• WHAT YOU SHOULD DO
Scan the entries below for the word "Summergangs". Copy each line that has it.

• GIVEN RECORDS
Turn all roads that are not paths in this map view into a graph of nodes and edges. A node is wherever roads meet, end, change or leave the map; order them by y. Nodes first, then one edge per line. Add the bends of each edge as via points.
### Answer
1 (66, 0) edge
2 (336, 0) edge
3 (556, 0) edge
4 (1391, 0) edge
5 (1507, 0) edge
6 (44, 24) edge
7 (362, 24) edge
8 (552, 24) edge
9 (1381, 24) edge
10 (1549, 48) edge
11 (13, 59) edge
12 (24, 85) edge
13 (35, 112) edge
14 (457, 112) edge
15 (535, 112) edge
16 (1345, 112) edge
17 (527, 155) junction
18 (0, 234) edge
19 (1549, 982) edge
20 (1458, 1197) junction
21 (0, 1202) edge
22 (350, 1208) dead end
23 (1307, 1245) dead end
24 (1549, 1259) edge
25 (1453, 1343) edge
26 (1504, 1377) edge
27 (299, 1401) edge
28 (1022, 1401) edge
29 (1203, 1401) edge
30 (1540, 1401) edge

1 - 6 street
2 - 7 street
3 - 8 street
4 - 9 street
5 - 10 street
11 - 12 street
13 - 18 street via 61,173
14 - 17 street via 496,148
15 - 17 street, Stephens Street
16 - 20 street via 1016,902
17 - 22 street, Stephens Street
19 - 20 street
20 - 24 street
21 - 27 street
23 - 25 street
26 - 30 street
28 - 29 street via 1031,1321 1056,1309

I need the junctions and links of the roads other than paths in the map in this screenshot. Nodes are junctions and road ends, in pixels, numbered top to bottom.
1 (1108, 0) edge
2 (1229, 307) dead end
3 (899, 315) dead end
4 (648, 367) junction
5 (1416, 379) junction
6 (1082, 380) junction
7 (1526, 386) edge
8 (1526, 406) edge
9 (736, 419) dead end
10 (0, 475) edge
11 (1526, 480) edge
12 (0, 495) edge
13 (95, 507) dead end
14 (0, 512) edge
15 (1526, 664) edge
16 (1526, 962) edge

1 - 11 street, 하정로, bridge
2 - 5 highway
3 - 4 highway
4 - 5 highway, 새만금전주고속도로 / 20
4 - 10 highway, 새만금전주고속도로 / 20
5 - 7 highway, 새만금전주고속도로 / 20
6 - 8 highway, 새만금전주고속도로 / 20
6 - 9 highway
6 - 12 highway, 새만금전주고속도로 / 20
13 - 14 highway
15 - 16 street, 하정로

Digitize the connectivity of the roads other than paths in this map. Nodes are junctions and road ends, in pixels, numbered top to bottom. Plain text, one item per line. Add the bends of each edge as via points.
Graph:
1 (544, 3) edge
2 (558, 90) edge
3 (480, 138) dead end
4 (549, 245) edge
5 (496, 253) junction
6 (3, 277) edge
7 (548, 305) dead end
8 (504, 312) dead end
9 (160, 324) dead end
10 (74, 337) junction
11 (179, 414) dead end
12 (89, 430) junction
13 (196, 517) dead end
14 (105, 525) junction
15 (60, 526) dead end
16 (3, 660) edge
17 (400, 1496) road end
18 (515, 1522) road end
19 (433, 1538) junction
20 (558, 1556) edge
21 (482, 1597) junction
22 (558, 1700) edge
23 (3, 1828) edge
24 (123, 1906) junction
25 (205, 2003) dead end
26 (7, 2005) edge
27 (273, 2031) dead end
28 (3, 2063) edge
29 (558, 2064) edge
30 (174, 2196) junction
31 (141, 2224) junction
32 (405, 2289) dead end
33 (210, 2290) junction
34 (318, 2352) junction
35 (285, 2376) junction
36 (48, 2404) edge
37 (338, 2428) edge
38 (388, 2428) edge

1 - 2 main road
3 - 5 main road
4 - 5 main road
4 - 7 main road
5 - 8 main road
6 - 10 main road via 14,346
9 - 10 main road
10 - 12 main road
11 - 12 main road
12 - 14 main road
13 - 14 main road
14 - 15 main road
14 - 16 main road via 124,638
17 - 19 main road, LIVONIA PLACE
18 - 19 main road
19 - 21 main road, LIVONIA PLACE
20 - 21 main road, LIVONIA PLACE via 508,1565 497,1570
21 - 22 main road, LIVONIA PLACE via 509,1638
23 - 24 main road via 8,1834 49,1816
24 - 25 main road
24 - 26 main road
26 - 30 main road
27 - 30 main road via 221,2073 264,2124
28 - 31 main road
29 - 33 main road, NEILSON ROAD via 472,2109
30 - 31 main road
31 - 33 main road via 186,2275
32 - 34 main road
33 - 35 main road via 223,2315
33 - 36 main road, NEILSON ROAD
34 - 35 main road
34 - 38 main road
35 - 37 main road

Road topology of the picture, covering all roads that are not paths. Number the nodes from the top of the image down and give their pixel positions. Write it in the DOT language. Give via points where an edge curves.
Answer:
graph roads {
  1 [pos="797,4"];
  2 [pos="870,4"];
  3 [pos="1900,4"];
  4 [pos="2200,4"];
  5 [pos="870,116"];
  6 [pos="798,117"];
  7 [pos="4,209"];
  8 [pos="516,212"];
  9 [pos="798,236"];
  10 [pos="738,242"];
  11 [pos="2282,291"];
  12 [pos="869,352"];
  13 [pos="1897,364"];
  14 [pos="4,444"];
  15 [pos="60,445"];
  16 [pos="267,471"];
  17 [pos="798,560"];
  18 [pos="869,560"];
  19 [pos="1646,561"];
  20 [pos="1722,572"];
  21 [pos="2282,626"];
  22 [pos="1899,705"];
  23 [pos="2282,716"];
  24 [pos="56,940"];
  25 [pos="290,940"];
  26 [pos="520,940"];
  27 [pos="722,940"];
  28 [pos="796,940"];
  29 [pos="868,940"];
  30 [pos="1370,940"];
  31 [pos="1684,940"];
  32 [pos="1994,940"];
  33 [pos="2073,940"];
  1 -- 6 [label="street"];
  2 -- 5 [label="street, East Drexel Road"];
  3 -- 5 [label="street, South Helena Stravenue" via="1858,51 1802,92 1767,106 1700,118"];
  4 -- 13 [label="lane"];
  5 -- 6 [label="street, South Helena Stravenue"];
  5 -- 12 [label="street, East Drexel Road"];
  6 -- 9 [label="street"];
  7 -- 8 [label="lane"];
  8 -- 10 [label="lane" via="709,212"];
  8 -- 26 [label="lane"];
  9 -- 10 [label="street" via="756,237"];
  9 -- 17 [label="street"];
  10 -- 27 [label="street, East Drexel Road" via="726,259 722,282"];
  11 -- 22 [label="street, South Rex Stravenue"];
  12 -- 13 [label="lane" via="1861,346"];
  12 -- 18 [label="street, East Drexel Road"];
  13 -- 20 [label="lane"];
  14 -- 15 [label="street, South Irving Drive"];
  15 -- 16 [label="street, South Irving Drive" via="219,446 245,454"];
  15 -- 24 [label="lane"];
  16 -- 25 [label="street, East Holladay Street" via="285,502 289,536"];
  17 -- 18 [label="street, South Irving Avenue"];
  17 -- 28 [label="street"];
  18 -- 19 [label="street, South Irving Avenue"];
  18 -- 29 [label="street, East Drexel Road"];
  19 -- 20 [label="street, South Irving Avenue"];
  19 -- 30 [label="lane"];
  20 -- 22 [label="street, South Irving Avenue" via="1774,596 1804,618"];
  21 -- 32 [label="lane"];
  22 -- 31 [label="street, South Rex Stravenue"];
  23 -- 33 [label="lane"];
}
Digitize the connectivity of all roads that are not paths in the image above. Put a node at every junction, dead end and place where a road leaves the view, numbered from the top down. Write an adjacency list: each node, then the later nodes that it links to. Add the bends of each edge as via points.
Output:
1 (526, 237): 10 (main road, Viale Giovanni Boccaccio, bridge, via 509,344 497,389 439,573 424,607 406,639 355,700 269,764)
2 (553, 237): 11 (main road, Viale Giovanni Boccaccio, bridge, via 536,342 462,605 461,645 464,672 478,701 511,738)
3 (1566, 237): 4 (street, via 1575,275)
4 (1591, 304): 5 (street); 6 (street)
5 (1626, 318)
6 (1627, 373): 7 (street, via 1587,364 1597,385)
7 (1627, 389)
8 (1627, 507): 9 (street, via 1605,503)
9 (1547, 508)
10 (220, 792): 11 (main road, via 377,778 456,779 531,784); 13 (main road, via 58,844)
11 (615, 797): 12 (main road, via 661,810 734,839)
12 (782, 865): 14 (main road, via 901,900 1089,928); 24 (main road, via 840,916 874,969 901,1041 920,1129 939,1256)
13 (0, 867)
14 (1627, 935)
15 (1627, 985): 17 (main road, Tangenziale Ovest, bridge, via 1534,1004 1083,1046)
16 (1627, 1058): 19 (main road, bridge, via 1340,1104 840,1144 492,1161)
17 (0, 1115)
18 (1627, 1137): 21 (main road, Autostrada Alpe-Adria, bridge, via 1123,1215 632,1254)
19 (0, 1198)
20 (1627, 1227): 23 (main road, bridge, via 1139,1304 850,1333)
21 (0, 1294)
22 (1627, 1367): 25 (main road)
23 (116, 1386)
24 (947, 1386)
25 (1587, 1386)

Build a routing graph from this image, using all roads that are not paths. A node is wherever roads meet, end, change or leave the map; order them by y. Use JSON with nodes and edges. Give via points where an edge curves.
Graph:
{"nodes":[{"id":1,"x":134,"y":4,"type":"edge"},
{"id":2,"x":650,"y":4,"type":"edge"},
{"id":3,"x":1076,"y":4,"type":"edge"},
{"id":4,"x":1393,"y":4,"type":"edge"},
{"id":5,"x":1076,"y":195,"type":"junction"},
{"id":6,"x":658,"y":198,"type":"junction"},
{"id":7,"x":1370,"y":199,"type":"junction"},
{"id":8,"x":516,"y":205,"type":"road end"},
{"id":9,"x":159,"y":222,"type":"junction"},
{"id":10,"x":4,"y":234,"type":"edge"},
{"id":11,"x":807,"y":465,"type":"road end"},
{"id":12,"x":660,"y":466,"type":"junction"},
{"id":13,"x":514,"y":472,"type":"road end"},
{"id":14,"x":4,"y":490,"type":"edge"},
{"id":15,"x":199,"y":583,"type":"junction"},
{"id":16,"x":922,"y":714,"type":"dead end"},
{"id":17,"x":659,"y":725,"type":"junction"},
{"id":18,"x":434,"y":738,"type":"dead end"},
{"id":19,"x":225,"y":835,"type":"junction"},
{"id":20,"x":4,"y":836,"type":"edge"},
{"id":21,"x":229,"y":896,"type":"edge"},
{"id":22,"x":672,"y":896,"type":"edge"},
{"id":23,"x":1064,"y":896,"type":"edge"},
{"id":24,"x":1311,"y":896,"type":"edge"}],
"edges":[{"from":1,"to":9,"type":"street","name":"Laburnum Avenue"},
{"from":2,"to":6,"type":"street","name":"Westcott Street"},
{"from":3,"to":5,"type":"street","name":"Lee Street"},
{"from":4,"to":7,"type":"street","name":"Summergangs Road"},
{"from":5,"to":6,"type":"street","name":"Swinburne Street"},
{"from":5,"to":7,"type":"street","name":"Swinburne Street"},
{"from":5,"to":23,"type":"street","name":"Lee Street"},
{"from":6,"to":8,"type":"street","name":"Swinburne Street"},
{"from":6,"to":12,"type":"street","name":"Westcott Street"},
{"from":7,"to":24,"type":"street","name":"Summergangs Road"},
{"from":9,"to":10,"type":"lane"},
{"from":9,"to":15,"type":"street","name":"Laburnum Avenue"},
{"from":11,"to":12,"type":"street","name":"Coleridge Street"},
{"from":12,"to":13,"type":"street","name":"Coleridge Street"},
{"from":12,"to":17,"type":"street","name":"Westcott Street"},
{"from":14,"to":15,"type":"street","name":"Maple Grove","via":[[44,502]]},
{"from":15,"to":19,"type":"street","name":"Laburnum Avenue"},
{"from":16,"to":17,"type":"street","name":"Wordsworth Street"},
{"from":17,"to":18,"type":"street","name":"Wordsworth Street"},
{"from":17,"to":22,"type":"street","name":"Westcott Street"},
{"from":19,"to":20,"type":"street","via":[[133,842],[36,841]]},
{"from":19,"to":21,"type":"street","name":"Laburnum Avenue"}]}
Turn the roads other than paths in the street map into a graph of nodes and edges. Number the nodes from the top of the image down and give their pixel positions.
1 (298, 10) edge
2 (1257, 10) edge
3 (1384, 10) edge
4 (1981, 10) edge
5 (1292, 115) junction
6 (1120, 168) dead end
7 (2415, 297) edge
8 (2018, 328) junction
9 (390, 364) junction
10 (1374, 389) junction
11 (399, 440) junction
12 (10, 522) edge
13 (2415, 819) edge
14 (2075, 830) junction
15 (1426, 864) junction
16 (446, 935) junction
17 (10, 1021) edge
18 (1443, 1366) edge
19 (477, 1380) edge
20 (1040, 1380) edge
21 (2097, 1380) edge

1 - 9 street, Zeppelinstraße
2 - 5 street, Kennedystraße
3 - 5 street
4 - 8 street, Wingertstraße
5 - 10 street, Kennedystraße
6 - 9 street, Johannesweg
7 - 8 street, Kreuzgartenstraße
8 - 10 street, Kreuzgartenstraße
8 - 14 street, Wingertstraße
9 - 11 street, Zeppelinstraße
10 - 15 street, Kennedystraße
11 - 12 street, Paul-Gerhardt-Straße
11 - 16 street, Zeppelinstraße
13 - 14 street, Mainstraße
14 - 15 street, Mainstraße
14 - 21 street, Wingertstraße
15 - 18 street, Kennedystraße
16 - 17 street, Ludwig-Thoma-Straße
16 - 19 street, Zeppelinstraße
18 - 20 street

• EXERCISE OUTPUT
{"from":4,"to":7,"type":"street","name":"Summergangs Road"},
{"from":7,"to":24,"type":"street","name":"Summergangs Road"},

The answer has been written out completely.